Voestalpine Aktie: Wachstumsstarke Leistung!
Die Voestalpine-Aktie steht zwischen Index-Nachfrage durch ATX five-Aufnahme und Kursdruck durch eine Wandelanleihe-Erweiterung. Fundamentaldaten und CBAM bieten langfristigen Rückhalt.

- Aufnahme in ATX five ab 23. März löst Indexkäufe aus
- Wandelanleihe-Erweiterung erzeugt Hedging-Druck auf Kurs
- Solide operative Entwicklung mit starkem EBIT-Wachstum
- CBAM-Mechanismus schafft Wettbewerbsvorteil für Konzern
Der österreichische Stahlkonzern steht vor einem ungewöhnlichen Kapitalmarkt-Moment: Indexaufnahme und Anleihe-Emission treffen nahezu gleichzeitig aufeinander – mit entgegengesetzter Wirkung auf den Kurs. Welcher Impuls stärker ist, entscheidet sich in den kommenden Wochen.
Indexaufnahme bringt regelbasierte Nachfrage
Ab dem 23. März gehört Voestalpine zum ATX five – dem Eliteindex der Wiener Börse, der die fünf höchstgewichteten Titel des ATX umfasst.
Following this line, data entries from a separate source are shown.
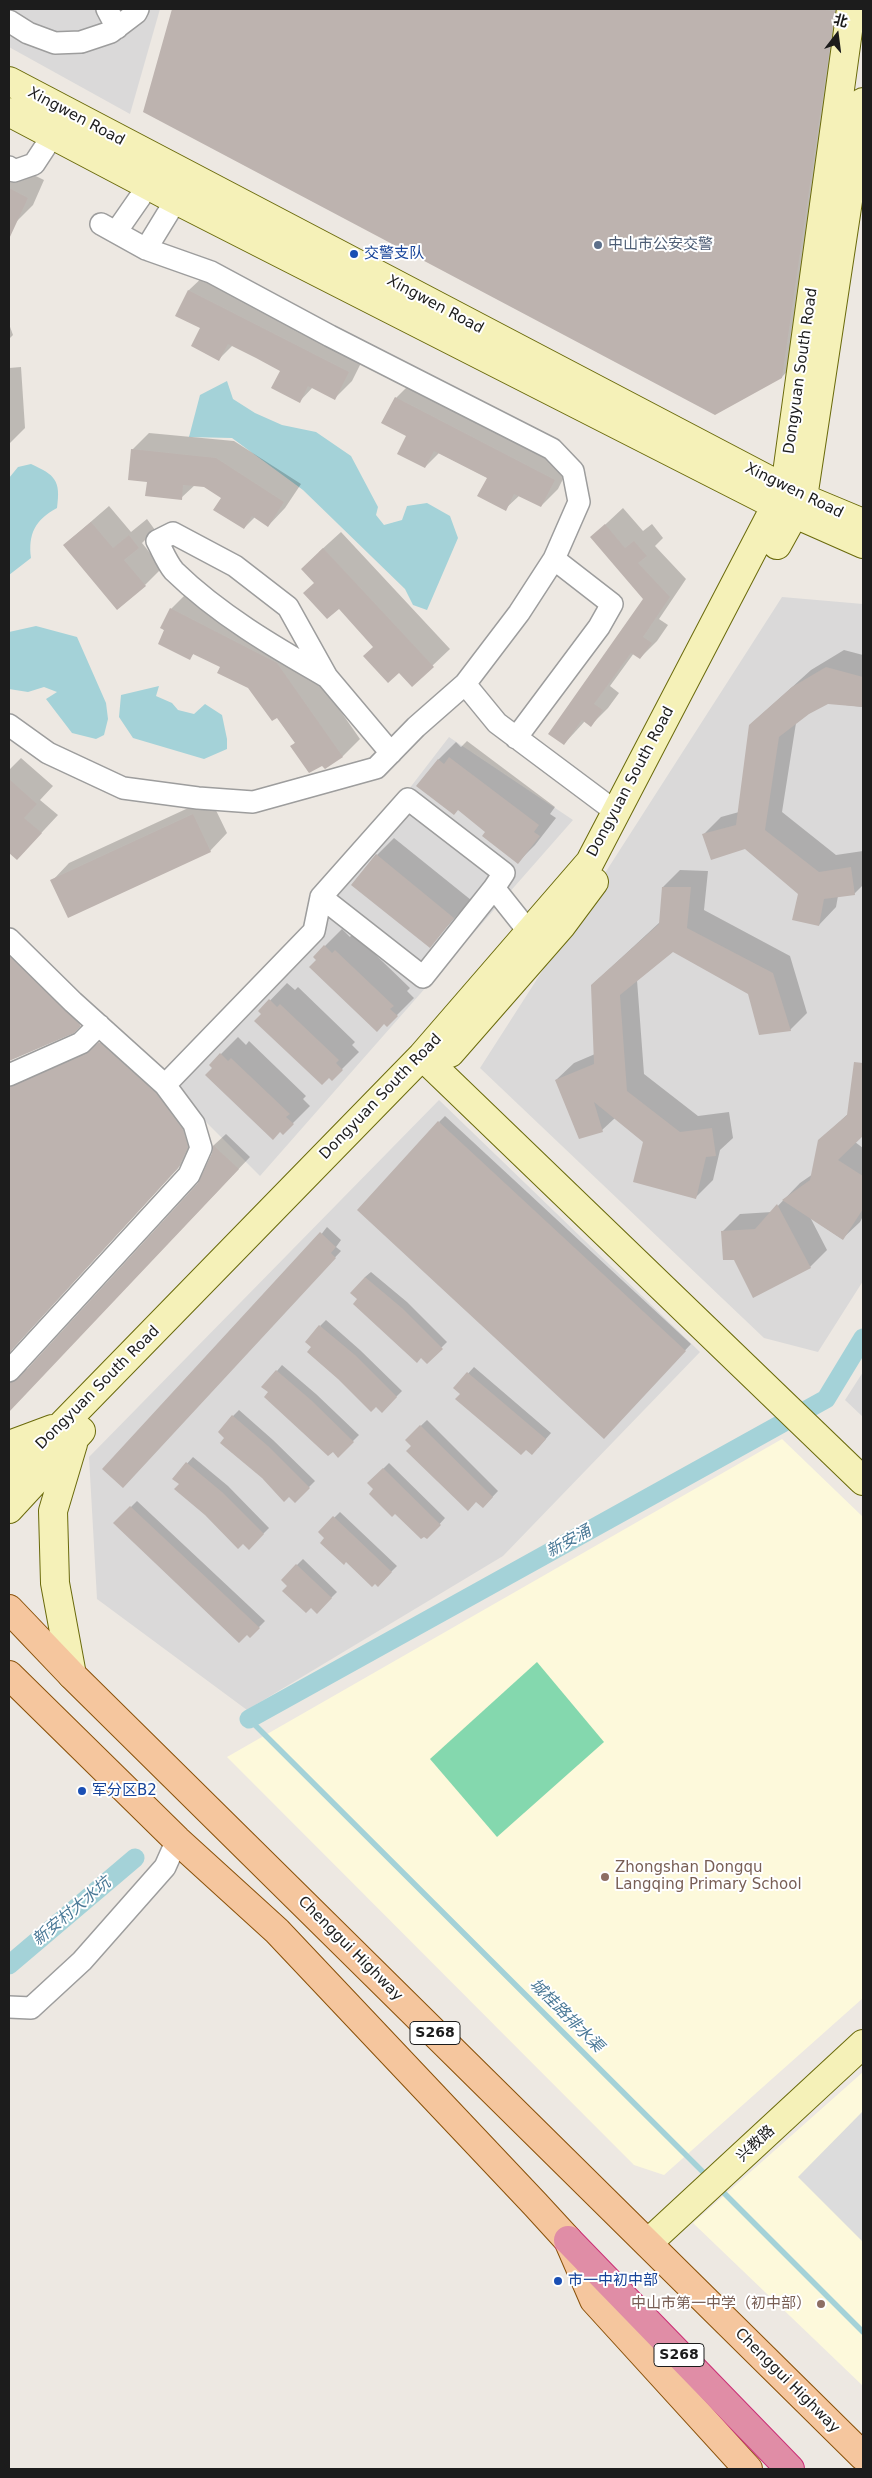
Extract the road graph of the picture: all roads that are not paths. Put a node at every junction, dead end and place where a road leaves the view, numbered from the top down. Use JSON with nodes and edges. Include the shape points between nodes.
{"nodes":[{"id":1,"x":107,"y":9,"type":"edge"},
{"id":2,"x":138,"y":9,"type":"edge"},
{"id":3,"x":851,"y":9,"type":"edge"},
{"id":4,"x":9,"y":21,"type":"edge"},
{"id":5,"x":117,"y":28,"type":"junction"},
{"id":6,"x":9,"y":81,"type":"edge"},
{"id":7,"x":863,"y":102,"type":"edge"},
{"id":8,"x":9,"y":112,"type":"edge"},
{"id":9,"x":53,"y":135,"type":"junction"},
{"id":10,"x":9,"y":168,"type":"edge"},
{"id":11,"x":148,"y":186,"type":"junction"},
{"id":12,"x":856,"y":195,"type":"edge"},
{"id":13,"x":176,"y":200,"type":"junction"},
{"id":14,"x":146,"y":249,"type":"junction"},
{"id":15,"x":790,"y":501,"type":"junction"},
{"id":16,"x":863,"y":523,"type":"edge"},
{"id":17,"x":863,"y":544,"type":"edge"},
{"id":18,"x":554,"y":559,"type":"junction"},
{"id":19,"x":328,"y":677,"type":"junction"},
{"id":20,"x":464,"y":684,"type":"junction"},
{"id":21,"x":9,"y":725,"type":"edge"},
{"id":22,"x":516,"y":738,"type":"junction"},
{"id":23,"x":391,"y":753,"type":"junction"},
{"id":24,"x":616,"y":812,"type":"junction"},
{"id":25,"x":494,"y":888,"type":"junction"},
{"id":26,"x":321,"y":897,"type":"junction"},
{"id":27,"x":529,"y":932,"type":"junction"},
{"id":28,"x":9,"y":939,"type":"edge"},
{"id":29,"x":99,"y":1025,"type":"junction"},
{"id":30,"x":429,"y":1063,"type":"junction"},
{"id":31,"x":9,"y":1075,"type":"edge"},
{"id":32,"x":165,"y":1085,"type":"junction"},
{"id":33,"x":9,"y":1371,"type":"edge"},
{"id":34,"x":69,"y":1431,"type":"junction"},
{"id":35,"x":9,"y":1445,"type":"edge"},
{"id":36,"x":9,"y":1476,"type":"edge"},
{"id":37,"x":863,"y":1481,"type":"edge"},
{"id":38,"x":9,"y":1509,"type":"edge"},
{"id":39,"x":9,"y":1609,"type":"edge"},
{"id":40,"x":9,"y":1675,"type":"edge"},
{"id":41,"x":72,"y":1675,"type":"junction"},
{"id":42,"x":9,"y":1691,"type":"edge"},
{"id":43,"x":45,"y":1711,"type":"junction"},
{"id":44,"x":177,"y":1840,"type":"junction"},
{"id":45,"x":9,"y":2007,"type":"edge"},
{"id":46,"x":863,"y":2044,"type":"edge"},
{"id":47,"x":568,"y":2240,"type":"junction"},
{"id":48,"x":648,"y":2243,"type":"junction"},
{"id":49,"x":863,"y":2456,"type":"edge"},
{"id":50,"x":748,"y":2469,"type":"edge"},
{"id":51,"x":790,"y":2469,"type":"edge"}],
"edges":[{"from":1,"to":5,"type":"street"},
{"from":2,"to":5,"type":"street"},
{"from":3,"to":15,"type":"street","name":"Dongyuan South Road"},
{"from":4,"to":5,"type":"street","via":[[28,33],[55,43],[82,42]]},
{"from":6,"to":15,"type":"street","name":"Xingwen Road"},
{"from":7,"to":12,"type":"street","name":"Dongyuan South Road"},
{"from":8,"to":9,"type":"street","name":"Xingwen Road"},
{"from":9,"to":10,"type":"street","via":[[34,164],[14,171]]},
{"from":9,"to":11,"type":"street","name":"Xingwen Road"},
{"from":11,"to":13,"type":"street","name":"Xingwen Road"},
{"from":11,"to":14,"type":"street","via":[[108,228]]},
{"from":12,"to":15,"type":"street","name":"Dongyuan South Road"},
{"from":13,"to":14,"type":"street"},
{"from":13,"to":15,"type":"street","name":"Xingwen Road"},
{"from":14,"to":18,"type":"street","via":[[211,272],[552,449],[572,471],[579,502]]},
{"from":15,"to":16,"type":"street","name":"Xingwen Road"},
{"from":15,"to":17,"type":"street","name":"Xingwen Road"},
{"from":15,"to":24,"type":"street","name":"Dongyuan South Road"},
{"from":15,"to":30,"type":"street","name":"Dongyuan South Road","via":[[604,869],[562,925]]},
{"from":18,"to":20,"type":"street","via":[[520,613]]},
{"from":18,"to":22,"type":"street","via":[[612,604],[599,627]]},
{"from":19,"to":19,"type":"street","via":[[288,607],[235,566],[173,533],[157,541],[172,569],[216,605],[272,646]]},
{"from":19,"to":23,"type":"street"},
{"from":20,"to":22,"type":"street","via":[[498,723]]},
{"from":20,"to":23,"type":"street"},
{"from":21,"to":23,"type":"street","via":[[48,753],[123,788],[252,802],[376,768]]},
{"from":22,"to":24,"type":"street"},
{"from":24,"to":27,"type":"street","name":"Dongyuan South Road","via":[[590,862]]},
{"from":25,"to":26,"type":"street","via":[[423,977]]},
{"from":25,"to":26,"type":"street","via":[[504,873],[408,799]]},
{"from":25,"to":27,"type":"street"},
{"from":26,"to":32,"type":"street","via":[[314,931]]},
{"from":27,"to":30,"type":"street","name":"Dongyuan South Road"},
{"from":28,"to":29,"type":"street"},
{"from":29,"to":31,"type":"street","via":[[81,1043]]},
{"from":29,"to":32,"type":"street"},
{"from":30,"to":34,"type":"street","name":"Dongyuan South Road"},
{"from":30,"to":37,"type":"street"},
{"from":32,"to":33,"type":"street","via":[[194,1124],[201,1148],[189,1174]]},
{"from":34,"to":35,"type":"street"},
{"from":34,"to":36,"type":"street","name":"Dongyuan South Road"},
{"from":34,"to":38,"type":"street","name":"Dongyuan South Road"},
{"from":34,"to":41,"type":"street","via":[[53,1511],[55,1583]]},
{"from":39,"to":41,"type":"main road","name":"Chenggui Highway","number":"S268"},
{"from":40,"to":43,"type":"main road","number":"S268"},
{"from":41,"to":48,"type":"main road","name":"Chenggui Highway","number":"S268"},
{"from":42,"to":43,"type":"street"},
{"from":43,"to":44,"type":"main road","number":"S268"},
{"from":44,"to":45,"type":"street","via":[[165,1867],[82,1961],[31,2008]]},
{"from":44,"to":47,"type":"main road","number":"S268","via":[[277,1931]]},
{"from":46,"to":48,"type":"street","name":"兴教路"},
{"from":47,"to":50,"type":"main road","number":"S268","via":[[594,2300]]},
{"from":47,"to":51,"type":"highway","number":"S268"},
{"from":48,"to":49,"type":"main road","name":"Chenggui Highway","number":"S268"}]}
Das Unternehmen ersetzt dabei VERBUND AG. Die Bedeutung für den Kurs: Indexfonds, die den ATX five abbilden, müssen ihre Portfolios automatisch anpassen und Anteile zukaufen – unabhängig vom aktuellen Kursniveau.
Die Aufnahme ist auch Ausdruck der starken Kursentwicklung der vergangenen Monate. Seit dem Tief von rund 20 Euro im April 2025 hatte sich die Aktie zeitweise mehr als verdoppelt.
Wandelanleihe erzeugt Gegendruck
Gleichzeitig plant Voestalpine in der zweiten Märzhälfte eine Aufstockung der bereits 2023 begebenen Wandelanleihe um bis zu 35 Millionen Euro. Der Gesamtnennbetrag steigt damit auf maximal 285 Millionen Euro. Die Platzierung richtet sich ausschließlich an institutionelle Investoren – Bezugsrechte für Bestandsaktionäre sind ausgeschlossen.
Solche Emissionen lösen an den Märkten einen typischen Mechanismus aus: Investoren sichern ihre Positionen häufig über Leerverkäufe ab, was den Kurs belastet. Für mögliche spätere Wandlungen plant der Vorstand den Einsatz eigener Aktien – der Konzern hält knapp vier Prozent des Grundkapitals im eigenen Bestand.
Die Aktie notiert aktuell bei 41,24 Euro und hat damit den 50-Tage-Durchschnitt von 42,35 Euro bereits nach unten durchbrochen – ein technisches Signal, das weiteren Druck nicht ausschließt.
Starke Fundamentaldaten als Rückhalt
Hinter den kurzfristigen Kapitalmarktbewegungen steht eine solide operative Entwicklung. In den ersten drei Quartalen des laufenden Geschäftsjahres 2025/26 stieg das EBIT um 20,9 Prozent auf 473 Millionen Euro, der Vorsteuergewinn wuchs um 46,5 Prozent. Gleichzeitig sank die Nettoverschuldung um 27,4 Prozent auf 1,4 Milliarden Euro. Für das Gesamtjahr erwartet Voestalpine ein EBITDA zwischen 1,4 und 1,55 Milliarden Euro.
Zusätzlichen Rückenwind liefert der Carbon Border Adjustment Mechanism (CBAM), der seit Januar 2026 Stahlimporte aus Drittländern mit zusätzlichen Kosten von 150 bis 550 Euro pro Tonne belastet. Voestalpine profitiert damit von einem strukturellen Wettbewerbsvorteil gegenüber asiatischen Konkurrenten.
Langfristig setzt der Konzern auf sein 1,5-Milliarden-Investitionsprogramm „Greentec Steel“: Zwei Elektrolichtbogenöfen in Linz und Donawitz sollen Anfang 2027 in Betrieb gehen und den CO₂-Ausstoß bis 2029 um rund 30 Prozent senken. Ergänzend entsteht in Linz mit Hy4Smelt die weltweit erste industrielle Demonstrationsanlage für wasserstoffbasierte Direktreduktion – Produktionsstart ist für Ende 2027 geplant.
Der 23. März markiert damit den ersten echten Test: Überwiegt die strukturelle Indexnachfrage den Hedging-Druck aus der Anleihe-Platzierung, hätte die Aktie eine realistische Chance, sich wieder in Richtung des 50-Tage-Durchschnitts zu stabilisieren.